Por una vez, y ya es raro, puedo decirte que ya la había leído. Tengo devoción (literaria: cuando leo una entrevista al tipo... bueno, mejor no leerlas) por la obra de este gánster de las letras. Es muy bueno. Gran cierre para una trilogía brillante: "América" me dejó boquiabierto y el resto me cerró la boca: pero de una hostia de Pete Bondurant o de Dwight Holly. Fijo.
Saludos.

39escalones dijo...

Pues yo también llevo bastante negra la semana, aunque es una negrura que parte de la pantalla. Bueno, y también de las letras (cierto libraco venido de Barna lleno de fotografías fantásticas).
Tengo pendiente profundizar en Ellroy aunque, de entrada, los soberbios me tiran para atrás. Aunque su obra sea soberbia.
Abrazos.

Anónimo dijo...

De Ellroy sólo he leído LA Confidential y sí, su estilo, tan escarpado y áspero, tiene mucho de experimental; lo que no lo hace precisamente fácil de asimilar.
Al final, no obstante, el resultado es inmejorable.
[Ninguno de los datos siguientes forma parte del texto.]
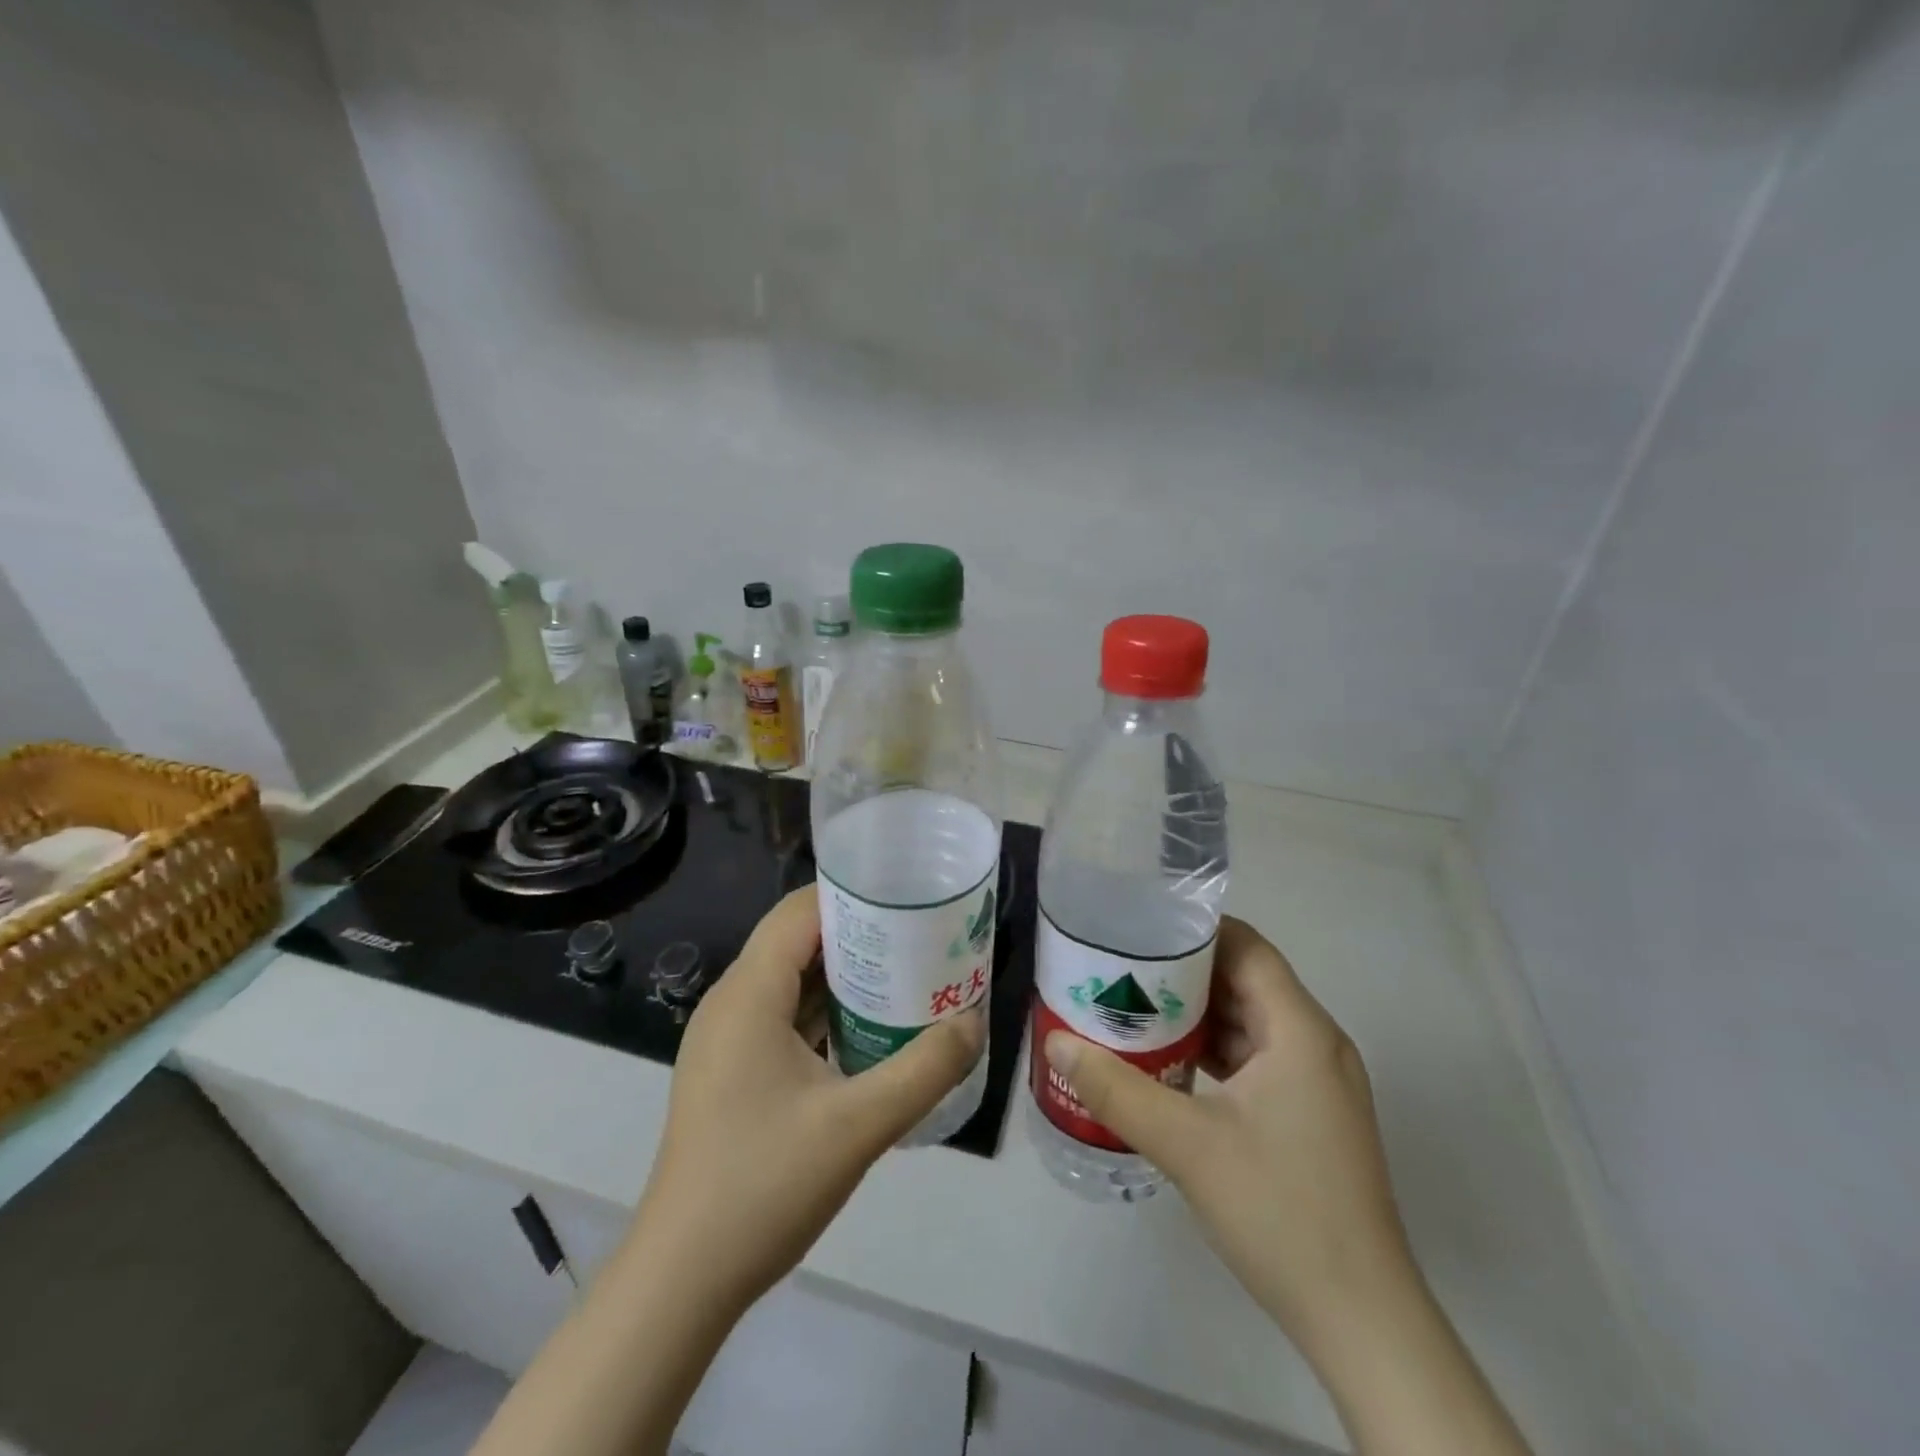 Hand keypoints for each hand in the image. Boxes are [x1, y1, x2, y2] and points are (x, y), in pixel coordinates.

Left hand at [634, 886, 986, 1315]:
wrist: (682, 1278)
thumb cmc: (764, 1186)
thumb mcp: (859, 1126)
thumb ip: (925, 1068)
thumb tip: (975, 1024)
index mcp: (749, 994)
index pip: (800, 912)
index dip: (854, 895)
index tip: (909, 897)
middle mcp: (732, 1003)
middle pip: (798, 940)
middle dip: (860, 933)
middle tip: (922, 937)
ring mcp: (727, 1040)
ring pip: (791, 980)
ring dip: (845, 975)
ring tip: (908, 975)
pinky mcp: (731, 1071)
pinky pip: (783, 1017)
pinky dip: (826, 1011)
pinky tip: (871, 1030)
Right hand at [1043, 917, 1413, 1355]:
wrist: (1360, 1320)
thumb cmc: (1280, 1212)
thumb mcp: (1187, 1145)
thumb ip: (1116, 1089)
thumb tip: (1056, 1042)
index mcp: (1300, 1030)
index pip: (1248, 947)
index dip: (1194, 930)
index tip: (1138, 928)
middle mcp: (1314, 1044)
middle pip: (1245, 980)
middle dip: (1183, 971)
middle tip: (1120, 967)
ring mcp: (1315, 1082)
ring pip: (1248, 1020)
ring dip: (1195, 1013)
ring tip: (1132, 1006)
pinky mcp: (1308, 1114)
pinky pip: (1255, 1058)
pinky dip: (1212, 1050)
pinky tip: (1167, 1062) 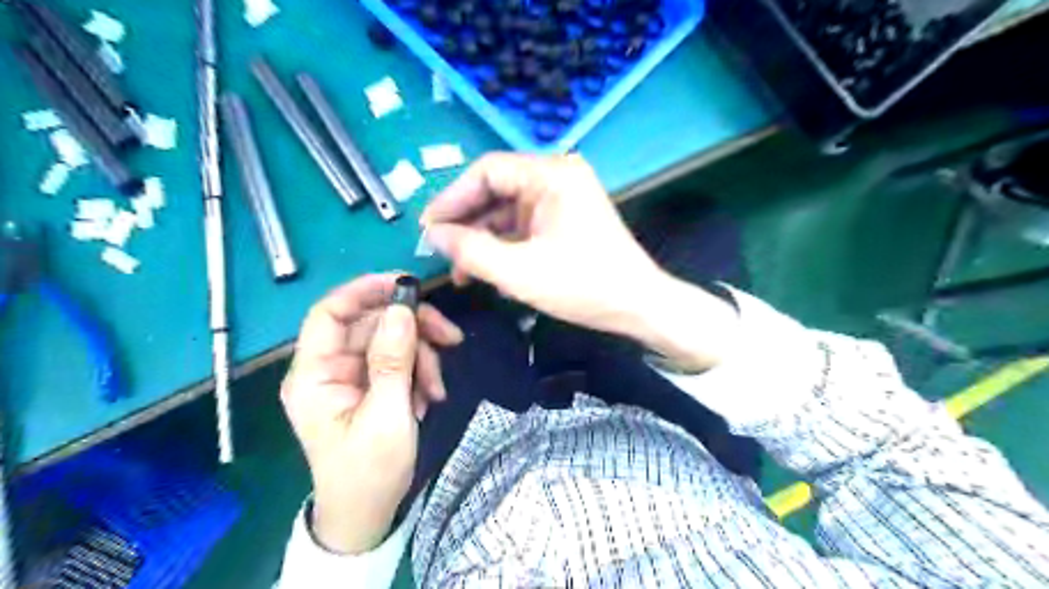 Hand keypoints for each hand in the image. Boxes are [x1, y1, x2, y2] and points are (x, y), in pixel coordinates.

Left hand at [280, 273, 459, 553]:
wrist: (368, 514)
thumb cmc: (369, 471)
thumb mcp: (386, 415)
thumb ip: (393, 360)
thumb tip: (402, 308)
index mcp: (314, 374)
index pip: (330, 312)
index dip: (365, 290)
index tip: (407, 284)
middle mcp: (330, 368)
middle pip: (371, 323)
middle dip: (413, 328)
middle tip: (451, 337)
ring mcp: (352, 376)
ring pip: (391, 340)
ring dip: (423, 356)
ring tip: (438, 388)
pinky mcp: (372, 385)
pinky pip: (399, 361)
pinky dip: (421, 373)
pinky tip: (431, 397)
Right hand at [421, 151, 740, 372]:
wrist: (638, 306)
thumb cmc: (584, 286)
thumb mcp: (519, 272)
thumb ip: (470, 250)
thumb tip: (434, 235)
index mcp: (551, 174)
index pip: (487, 171)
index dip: (452, 199)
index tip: (429, 230)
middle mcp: (557, 176)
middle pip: (496, 189)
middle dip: (466, 222)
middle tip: (441, 252)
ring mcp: (562, 198)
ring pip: (507, 210)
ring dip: (483, 238)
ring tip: (462, 271)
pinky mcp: (564, 218)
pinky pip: (523, 224)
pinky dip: (503, 244)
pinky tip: (488, 269) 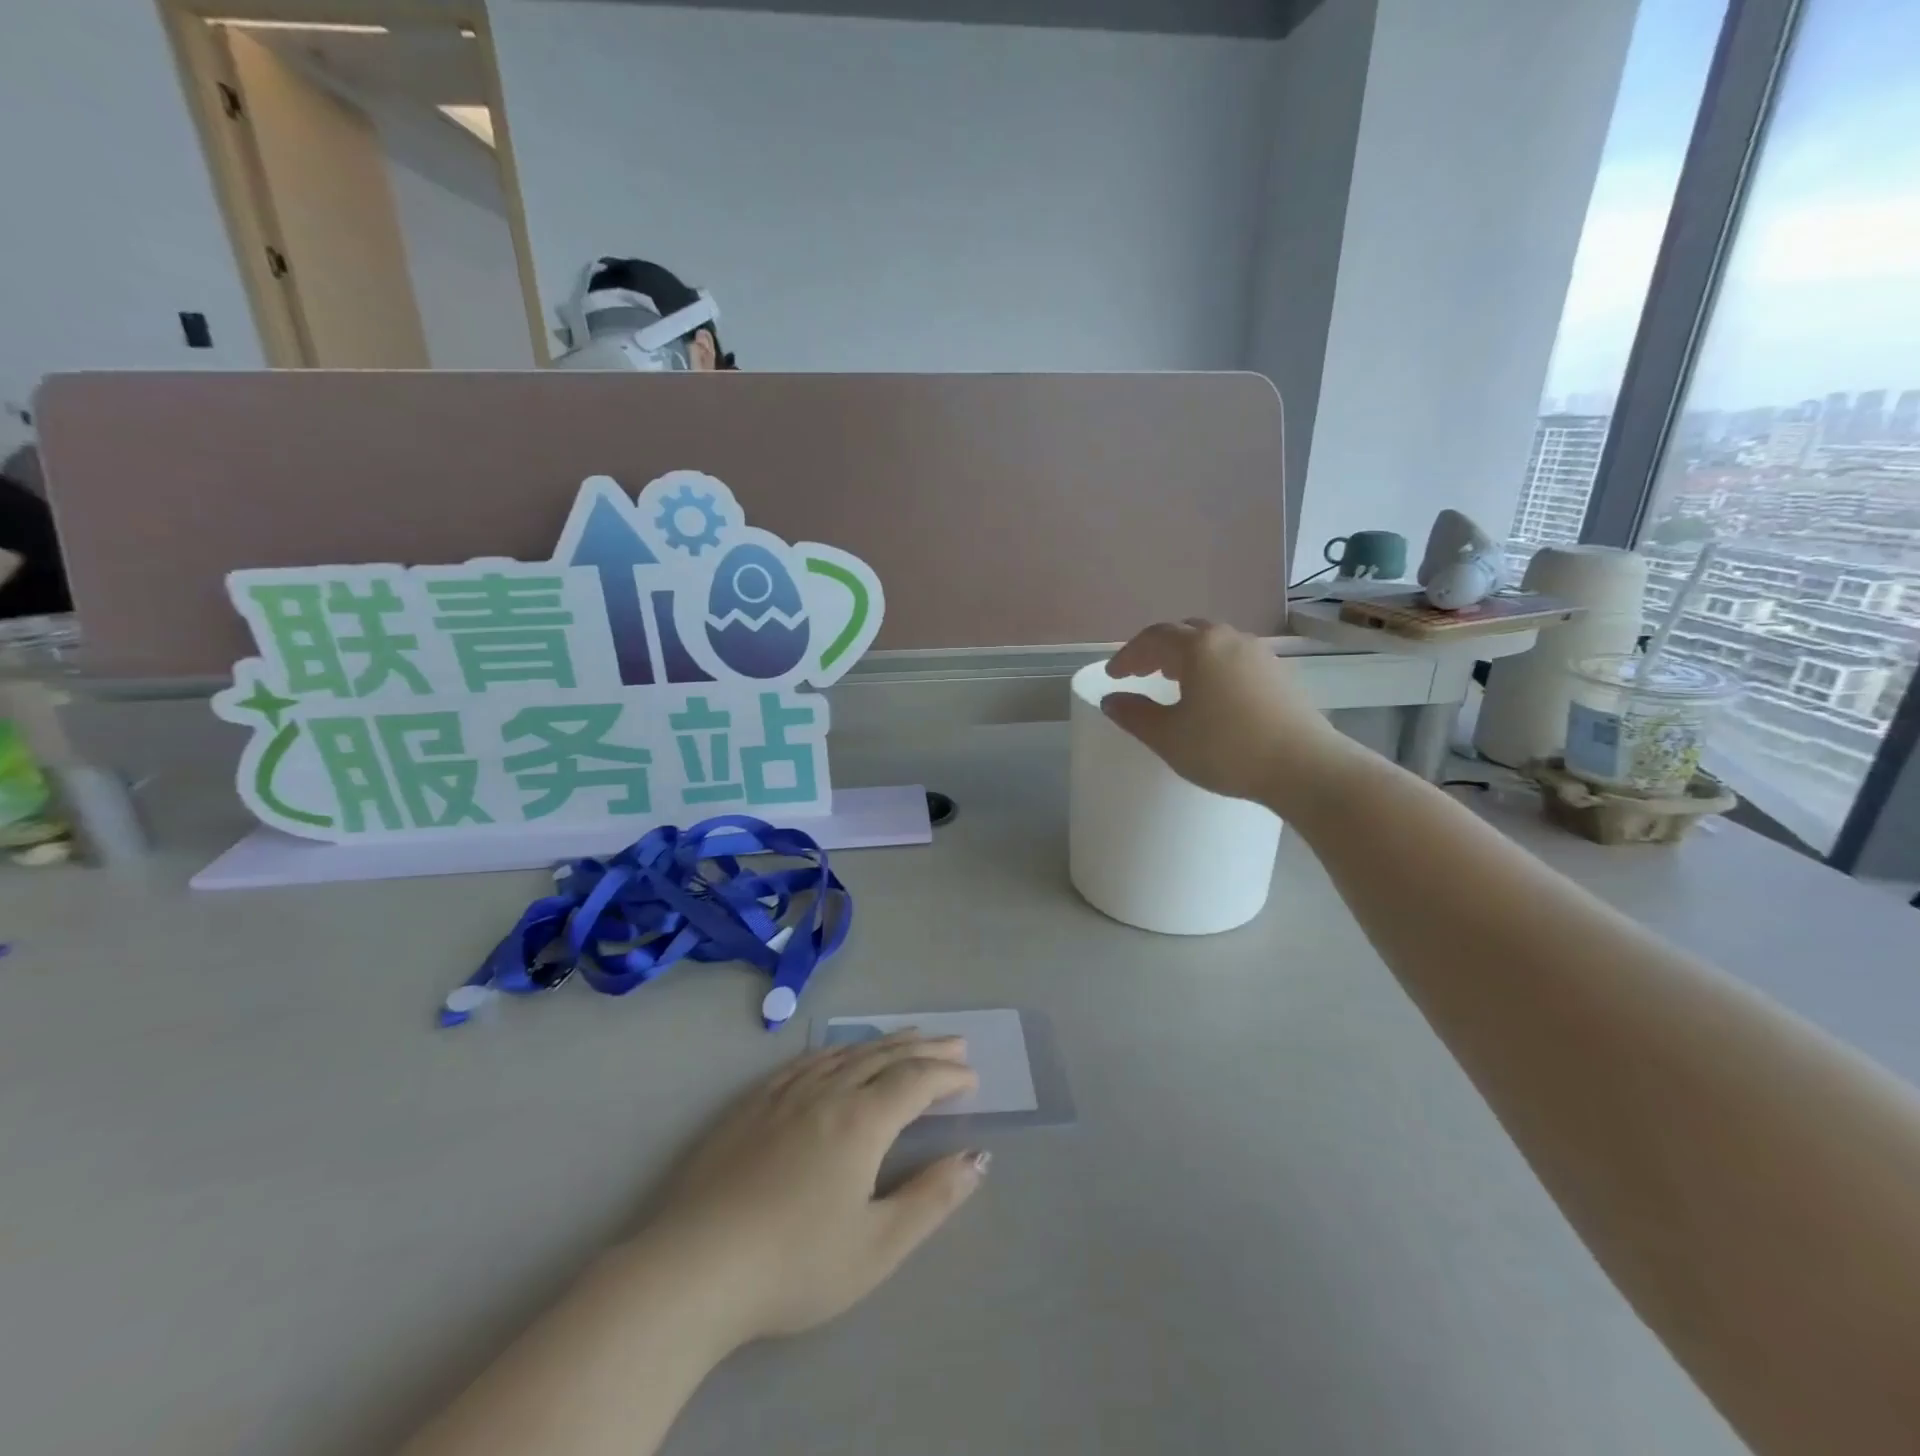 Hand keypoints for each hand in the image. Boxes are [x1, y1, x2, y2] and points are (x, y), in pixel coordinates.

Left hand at [634, 1031, 988, 1350]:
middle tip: (955, 1041)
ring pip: (846, 1052)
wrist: (693, 1268)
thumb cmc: (794, 1265)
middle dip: (925, 1047)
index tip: (972, 1078)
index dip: (948, 1075)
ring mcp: (785, 1093)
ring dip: (884, 1042)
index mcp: (861, 1120)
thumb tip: (977, 1159)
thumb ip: (932, 1198)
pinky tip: (837, 1054)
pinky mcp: (751, 1104)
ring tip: (908, 1036)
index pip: (916, 1081)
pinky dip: (836, 1051)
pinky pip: (805, 1061)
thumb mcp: (877, 1246)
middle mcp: (827, 1092)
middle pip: (885, 1056)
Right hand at [1101, 619, 1351, 812]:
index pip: (1153, 639)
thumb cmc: (1226, 749)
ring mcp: (1260, 654)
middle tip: (1141, 673)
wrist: (1305, 766)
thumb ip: (1134, 714)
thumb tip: (1112, 699)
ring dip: (1187, 656)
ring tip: (1174, 681)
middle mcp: (1229, 639)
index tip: (1113, 676)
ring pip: (1214, 643)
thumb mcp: (1168, 737)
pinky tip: (1213, 695)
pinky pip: (1235, 658)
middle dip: (1158, 650)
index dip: (1128, 655)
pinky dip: (1213, 667)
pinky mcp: (1280, 673)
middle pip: (1185, 632)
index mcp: (1198, 647) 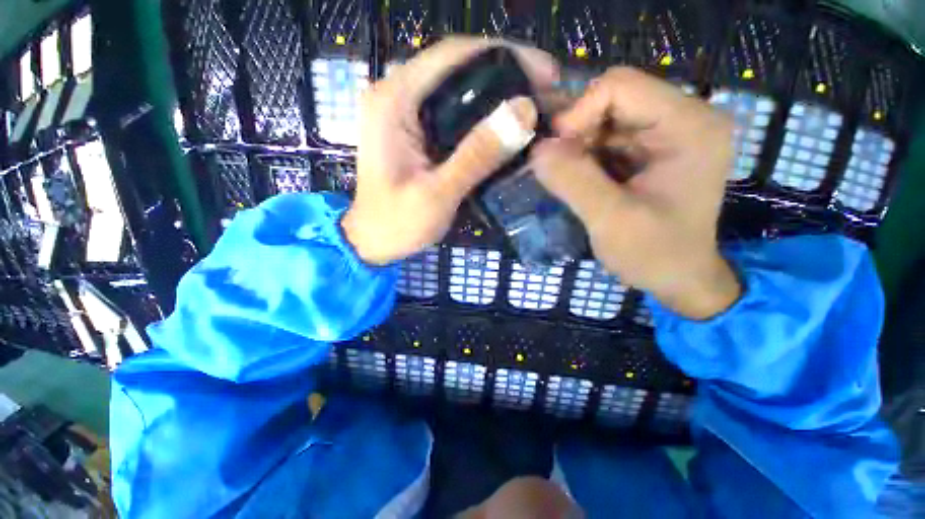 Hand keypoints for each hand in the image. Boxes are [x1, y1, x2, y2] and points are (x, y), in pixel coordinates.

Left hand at [342, 37, 557, 264]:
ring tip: (533, 108)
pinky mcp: (413, 129)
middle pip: (458, 66)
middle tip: (546, 94)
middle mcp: (395, 93)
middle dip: (506, 75)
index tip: (546, 74)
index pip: (453, 55)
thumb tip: (524, 111)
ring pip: (457, 87)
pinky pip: (452, 110)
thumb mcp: (438, 194)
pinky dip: (481, 115)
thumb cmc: (398, 224)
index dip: (505, 55)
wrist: (373, 240)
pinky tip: (504, 127)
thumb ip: (476, 155)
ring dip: (496, 95)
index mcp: (393, 100)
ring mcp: (403, 111)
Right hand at [531, 68, 739, 318]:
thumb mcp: (611, 220)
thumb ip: (573, 181)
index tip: (555, 154)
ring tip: (570, 181)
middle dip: (577, 135)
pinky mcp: (651, 150)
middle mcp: (683, 118)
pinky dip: (585, 158)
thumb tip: (536, 150)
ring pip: (605, 121)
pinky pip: (607, 140)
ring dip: (578, 149)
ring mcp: (667, 133)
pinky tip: (582, 182)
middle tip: (559, 172)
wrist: (678, 278)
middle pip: (612, 100)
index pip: (620, 87)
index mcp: (689, 125)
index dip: (578, 114)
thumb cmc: (655, 254)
Pd.- No sé si te comprometiste a ello, amigo, pero en su caso, sigo esperando una crónica de nuestra huida a los paraísos del norte. Sonrío.

Raúl.

Francisco Machuca dijo...

Emilio

He leído tu post sobre Ellroy.Solo este autor da para experiencias fuertes,aunque sea solamente por escrito en un post.

Licantropunk

Te entiendo.Sus entrevistas a mí me gustan.Tienen esa sinceridad tan poco habitual,tan políticamente incorrecta.

39escalones

Ya recuerdo cierto libro adquirido aquí y en tan grata compañía,amigo.Son esas cosas de combierten lo negro en gris,que ya es algo.

Raúl

Ay,tengo la crónica en el cuaderno.Tachones,digresiones,disertaciones,incluso un sueño que tuve en el hotel.Es tan maravilloso que me da mucha pereza ponerlo en órden y si lo publico tal y como está no se van a enterar ni de la misa la mitad.Vendrá,amigo,vendrá.

Un abrazo a todos.

Juan Herrezuelo dijo...

Sobre el asesinato de Kennedy creo que no se ha escrito una novela mejor que "Libra", de Don DeLillo, cuyo estilo parece estar en las atípodas de Ellroy (no he leído nada de él). Hammett es mucho Hammett, aunque quizá, quién sabe, hoy también le haría bostezar, rascarse el culo y mear en una lata a Sam Spade. No obstante, yo milito más en la prosa de Chandler y en el cinismo elaborado de Marlowe. Un abrazo.